# Paging Bob Wright



## Art in Colorado (May 28, 2006)

Quite awhile back you posted someplace about an after market rear sight for a Ruger Blackhawk. It was not a Bowen or a Millet but looked alot like the stock Ruger sight but made of steel. I believe it was offered by one of the custom six gun smiths. Could you please refresh my feeble memory?

Regards
Art


----------



## Shipwreck (Jan 26, 2006)

He is not around much anymore. He retired at his job, and he accessed the forum from work. He doesn't have a computer at home.

He's come back 1x since he left - I think he used a computer at the library or something. Unfortunately, hes gone now...


----------



## Baldy (Jun 21, 2006)

Go over on this web site. There's a bunch of good guys who will help you out.http://www.rugerforum.net/


----------



## gene (May 6, 2006)

Should be some folks on this place that can help you out.


----------



## Bob Wright (May 10, 2006)

*Reare Sight*

The rear sight to which you refer is from Gary Reeder, Flagstaff, Arizona.
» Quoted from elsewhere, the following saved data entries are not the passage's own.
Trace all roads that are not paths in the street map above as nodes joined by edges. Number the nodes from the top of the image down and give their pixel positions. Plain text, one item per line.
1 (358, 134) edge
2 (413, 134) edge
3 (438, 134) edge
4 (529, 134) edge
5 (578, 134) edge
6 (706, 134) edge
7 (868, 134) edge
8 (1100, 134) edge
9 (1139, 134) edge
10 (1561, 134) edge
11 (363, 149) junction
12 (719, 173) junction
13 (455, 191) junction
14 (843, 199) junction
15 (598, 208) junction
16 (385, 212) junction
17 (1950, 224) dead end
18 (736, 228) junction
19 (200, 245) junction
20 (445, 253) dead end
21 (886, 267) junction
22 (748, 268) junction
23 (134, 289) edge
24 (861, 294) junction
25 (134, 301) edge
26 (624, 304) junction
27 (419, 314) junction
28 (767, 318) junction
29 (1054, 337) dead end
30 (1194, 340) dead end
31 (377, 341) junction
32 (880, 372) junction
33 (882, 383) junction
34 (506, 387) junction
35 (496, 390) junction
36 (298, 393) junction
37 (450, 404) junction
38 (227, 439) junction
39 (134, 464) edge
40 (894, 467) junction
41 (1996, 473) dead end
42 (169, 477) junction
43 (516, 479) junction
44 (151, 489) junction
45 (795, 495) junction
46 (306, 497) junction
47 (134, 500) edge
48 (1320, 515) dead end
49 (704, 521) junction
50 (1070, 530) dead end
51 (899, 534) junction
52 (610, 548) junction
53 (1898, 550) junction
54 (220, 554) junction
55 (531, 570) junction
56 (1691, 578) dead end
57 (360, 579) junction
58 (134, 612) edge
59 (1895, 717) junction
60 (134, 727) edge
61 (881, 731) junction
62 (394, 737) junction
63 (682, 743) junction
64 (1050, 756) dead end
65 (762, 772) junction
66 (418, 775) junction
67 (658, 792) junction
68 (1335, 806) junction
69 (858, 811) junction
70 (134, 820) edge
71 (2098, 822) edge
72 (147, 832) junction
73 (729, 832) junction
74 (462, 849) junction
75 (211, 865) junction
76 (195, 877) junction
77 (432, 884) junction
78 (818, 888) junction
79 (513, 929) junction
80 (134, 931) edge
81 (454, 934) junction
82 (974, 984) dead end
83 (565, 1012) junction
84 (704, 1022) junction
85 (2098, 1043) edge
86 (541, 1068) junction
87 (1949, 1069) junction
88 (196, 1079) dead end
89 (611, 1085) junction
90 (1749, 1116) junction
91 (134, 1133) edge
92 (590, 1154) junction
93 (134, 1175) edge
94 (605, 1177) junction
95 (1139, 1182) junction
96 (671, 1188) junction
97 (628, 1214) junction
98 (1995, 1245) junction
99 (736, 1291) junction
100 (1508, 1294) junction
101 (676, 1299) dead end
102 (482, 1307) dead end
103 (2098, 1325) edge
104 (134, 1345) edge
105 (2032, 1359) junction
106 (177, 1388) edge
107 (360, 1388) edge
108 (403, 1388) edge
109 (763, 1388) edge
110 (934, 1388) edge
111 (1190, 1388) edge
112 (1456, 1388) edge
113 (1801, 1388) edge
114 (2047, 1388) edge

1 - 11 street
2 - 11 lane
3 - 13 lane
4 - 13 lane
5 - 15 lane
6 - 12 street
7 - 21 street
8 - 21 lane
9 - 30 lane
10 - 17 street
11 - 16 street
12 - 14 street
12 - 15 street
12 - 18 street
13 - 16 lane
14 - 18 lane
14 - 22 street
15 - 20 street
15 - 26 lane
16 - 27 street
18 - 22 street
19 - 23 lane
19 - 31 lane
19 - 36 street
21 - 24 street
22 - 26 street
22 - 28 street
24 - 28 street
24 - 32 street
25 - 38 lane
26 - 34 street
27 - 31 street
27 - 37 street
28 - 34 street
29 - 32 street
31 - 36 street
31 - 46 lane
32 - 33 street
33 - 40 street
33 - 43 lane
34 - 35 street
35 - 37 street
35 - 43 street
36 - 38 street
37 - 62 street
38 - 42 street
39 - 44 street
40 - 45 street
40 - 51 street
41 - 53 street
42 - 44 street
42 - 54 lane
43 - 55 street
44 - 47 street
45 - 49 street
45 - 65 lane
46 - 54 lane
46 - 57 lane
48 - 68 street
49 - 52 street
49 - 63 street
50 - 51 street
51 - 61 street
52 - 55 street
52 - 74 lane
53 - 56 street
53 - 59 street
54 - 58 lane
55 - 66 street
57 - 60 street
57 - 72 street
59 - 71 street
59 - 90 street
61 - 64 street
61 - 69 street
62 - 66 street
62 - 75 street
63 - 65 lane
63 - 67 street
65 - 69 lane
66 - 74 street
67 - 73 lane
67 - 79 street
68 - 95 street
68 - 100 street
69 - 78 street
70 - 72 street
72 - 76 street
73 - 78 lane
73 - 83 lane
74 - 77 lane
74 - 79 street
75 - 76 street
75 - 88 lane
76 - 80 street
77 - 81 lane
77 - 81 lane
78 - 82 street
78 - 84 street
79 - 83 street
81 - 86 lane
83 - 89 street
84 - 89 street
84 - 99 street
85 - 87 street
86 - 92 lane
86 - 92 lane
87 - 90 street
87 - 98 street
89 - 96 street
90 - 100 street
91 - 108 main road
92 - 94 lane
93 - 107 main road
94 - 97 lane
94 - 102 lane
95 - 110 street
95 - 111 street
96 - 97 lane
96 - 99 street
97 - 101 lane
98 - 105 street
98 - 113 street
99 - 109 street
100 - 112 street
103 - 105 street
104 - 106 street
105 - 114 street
It is a near-look-alike to Ruger, but is all steel, and flat faced. It gives a superior sight picture to the Ruger, as its flat and finely ribbed for no glare or highlights.

Another advantage is that it does not overhang the hammer spur as does Millett's or Bowen's

Bob Wright


----------



## DennyCrane (May 11, 2006)

Welcome back bob!


----------



## Wandering Man (Jul 9, 2006)

Wow! Is that all it took to get you back? A page? I thought we'd lost you forever.

Glad to see your post.

WM


----------